──────── DATA TO EXAMINE
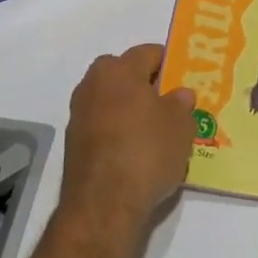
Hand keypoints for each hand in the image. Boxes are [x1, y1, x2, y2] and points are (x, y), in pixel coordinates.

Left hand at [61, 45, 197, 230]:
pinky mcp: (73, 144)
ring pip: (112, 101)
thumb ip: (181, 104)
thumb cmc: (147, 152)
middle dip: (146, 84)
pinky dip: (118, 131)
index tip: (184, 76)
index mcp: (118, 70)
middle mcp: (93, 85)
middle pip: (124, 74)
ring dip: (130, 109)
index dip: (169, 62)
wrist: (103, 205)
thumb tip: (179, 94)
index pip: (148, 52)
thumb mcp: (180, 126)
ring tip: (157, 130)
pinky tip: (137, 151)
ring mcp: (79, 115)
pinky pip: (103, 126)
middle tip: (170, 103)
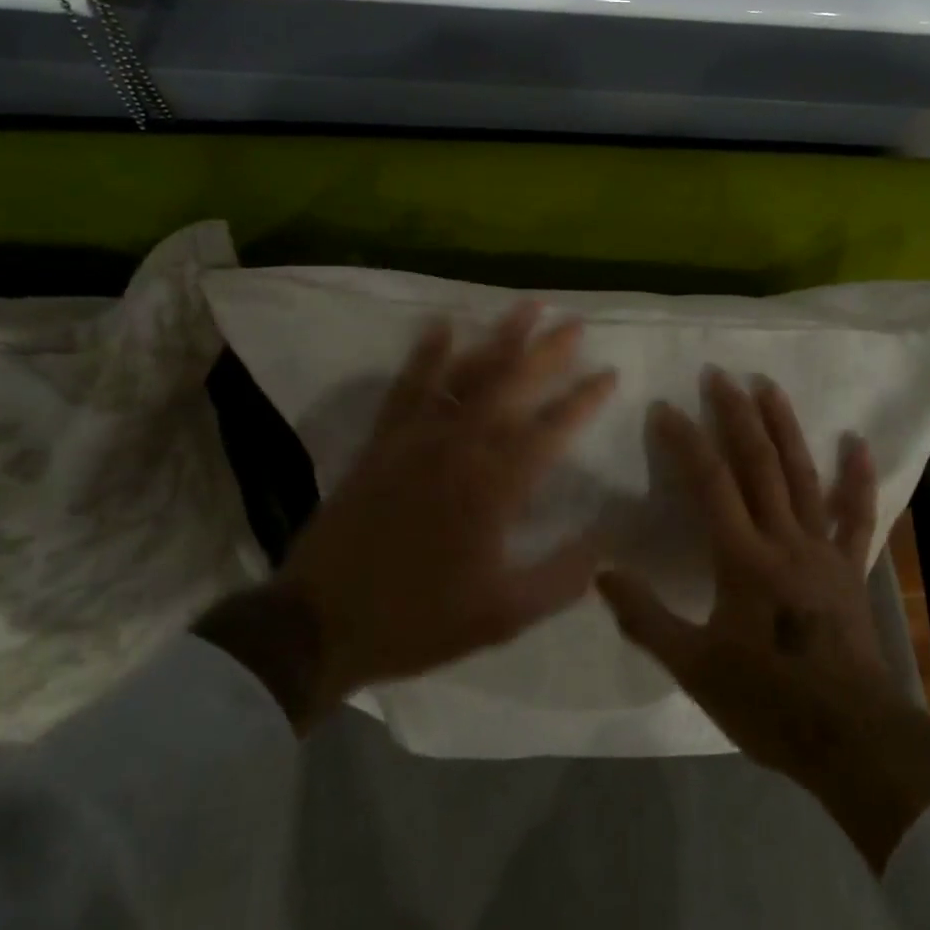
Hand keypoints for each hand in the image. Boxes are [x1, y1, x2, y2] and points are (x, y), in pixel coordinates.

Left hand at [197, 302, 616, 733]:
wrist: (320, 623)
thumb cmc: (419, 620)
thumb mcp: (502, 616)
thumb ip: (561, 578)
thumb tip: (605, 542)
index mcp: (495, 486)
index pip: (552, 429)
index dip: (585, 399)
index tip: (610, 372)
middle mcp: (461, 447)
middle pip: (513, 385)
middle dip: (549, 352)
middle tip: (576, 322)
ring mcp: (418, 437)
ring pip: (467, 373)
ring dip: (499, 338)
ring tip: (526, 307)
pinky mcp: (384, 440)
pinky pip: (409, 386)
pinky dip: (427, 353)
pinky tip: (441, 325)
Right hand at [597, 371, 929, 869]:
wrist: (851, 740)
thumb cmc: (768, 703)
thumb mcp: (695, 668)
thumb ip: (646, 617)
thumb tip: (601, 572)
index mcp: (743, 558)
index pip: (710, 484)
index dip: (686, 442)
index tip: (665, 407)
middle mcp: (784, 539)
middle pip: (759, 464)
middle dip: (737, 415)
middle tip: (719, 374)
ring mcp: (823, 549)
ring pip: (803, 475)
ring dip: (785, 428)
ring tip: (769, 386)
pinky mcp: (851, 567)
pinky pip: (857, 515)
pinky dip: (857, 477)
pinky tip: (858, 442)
────────────────
### PROBLEM DETAILS
All lines from the one with "index pip: (552, 429)" to the end of the entries above are to be written out exactly, the first and last included.

### ANSWER SPACE
index pip: (552, 429)
index dip: (585, 399)
index tip: (610, 372)
middle mcp: (461, 447)
middle pip: (513, 385)
middle dip: (549, 352)
middle tip: (576, 322)
ring mcp: (418, 437)
ring pip: (467, 373)
ring dip: (499, 338)
ring tip: (526, 307)
pinky mcp: (384, 440)
pinky pip: (409, 386)
pinky dip: (427, 353)
pinky tip: (441, 325)
Right hand at [597, 371, 929, 869]:
wrist: (851, 740)
thumb cmc: (768, 703)
thumb mcp: (695, 668)
thumb ip: (646, 617)
thumb tip: (601, 572)
index mcp: (743, 558)
index pip: (710, 484)
index dip: (686, 442)
index tip: (665, 407)
middle mcp: (784, 539)
middle pip: (759, 464)
middle dip: (737, 415)
middle tip: (719, 374)
ring mcp: (823, 549)
ring pip: (803, 475)
ring dip: (785, 428)
ring tip: (769, 386)
pinky mcp: (851, 567)
pinky pip: (857, 515)
pinky dip: (857, 477)
pinky tip: (858, 442)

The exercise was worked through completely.